___ Record excerpts ___

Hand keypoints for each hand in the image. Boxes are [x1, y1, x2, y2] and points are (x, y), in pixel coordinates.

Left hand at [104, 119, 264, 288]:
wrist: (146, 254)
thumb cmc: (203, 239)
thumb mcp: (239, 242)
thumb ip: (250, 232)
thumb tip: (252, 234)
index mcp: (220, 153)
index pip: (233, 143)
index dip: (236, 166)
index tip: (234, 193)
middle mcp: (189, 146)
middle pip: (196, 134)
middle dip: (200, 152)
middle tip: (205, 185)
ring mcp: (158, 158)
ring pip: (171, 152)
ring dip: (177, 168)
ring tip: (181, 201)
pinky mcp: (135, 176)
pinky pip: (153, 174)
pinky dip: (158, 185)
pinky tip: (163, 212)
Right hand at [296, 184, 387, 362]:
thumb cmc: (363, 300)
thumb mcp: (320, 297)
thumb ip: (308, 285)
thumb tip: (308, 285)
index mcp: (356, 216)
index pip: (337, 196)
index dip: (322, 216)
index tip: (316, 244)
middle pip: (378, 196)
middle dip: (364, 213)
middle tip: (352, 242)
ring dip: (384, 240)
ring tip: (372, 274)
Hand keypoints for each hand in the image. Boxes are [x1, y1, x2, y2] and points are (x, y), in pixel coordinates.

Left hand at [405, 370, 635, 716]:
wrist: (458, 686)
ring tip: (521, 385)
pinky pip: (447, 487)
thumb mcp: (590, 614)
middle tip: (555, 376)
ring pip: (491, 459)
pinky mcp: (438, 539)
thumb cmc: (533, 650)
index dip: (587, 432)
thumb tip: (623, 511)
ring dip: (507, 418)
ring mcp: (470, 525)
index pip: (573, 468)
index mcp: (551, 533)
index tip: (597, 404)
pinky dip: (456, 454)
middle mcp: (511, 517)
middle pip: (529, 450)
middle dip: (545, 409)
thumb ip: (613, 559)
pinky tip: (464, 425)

___
___ Record excerpts ___

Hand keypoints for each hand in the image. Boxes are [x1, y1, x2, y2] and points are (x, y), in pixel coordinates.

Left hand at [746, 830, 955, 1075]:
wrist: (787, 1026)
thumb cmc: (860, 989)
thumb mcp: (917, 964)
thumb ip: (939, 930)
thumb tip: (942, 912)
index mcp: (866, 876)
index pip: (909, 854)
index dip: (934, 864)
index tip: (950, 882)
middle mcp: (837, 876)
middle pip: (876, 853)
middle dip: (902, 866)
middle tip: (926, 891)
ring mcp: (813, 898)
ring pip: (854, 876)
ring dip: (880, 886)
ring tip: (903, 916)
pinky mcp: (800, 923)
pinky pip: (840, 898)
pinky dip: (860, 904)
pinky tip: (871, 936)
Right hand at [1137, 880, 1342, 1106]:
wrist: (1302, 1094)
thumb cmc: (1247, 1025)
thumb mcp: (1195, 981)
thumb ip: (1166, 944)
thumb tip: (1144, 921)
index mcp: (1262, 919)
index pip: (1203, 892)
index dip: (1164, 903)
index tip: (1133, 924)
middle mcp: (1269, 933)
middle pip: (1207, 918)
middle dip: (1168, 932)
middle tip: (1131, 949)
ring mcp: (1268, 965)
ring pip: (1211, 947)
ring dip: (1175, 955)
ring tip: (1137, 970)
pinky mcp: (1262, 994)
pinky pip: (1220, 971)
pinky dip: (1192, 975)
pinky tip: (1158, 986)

___

__Exercise goal__. If a line in the material above contains the word "Left", copy it.

__Answer section__.
Left hand at [104, 119, 264, 288]:
Left hand at [405, 370, 635, 716]:
Left hand at [746, 830, 955, 1075]:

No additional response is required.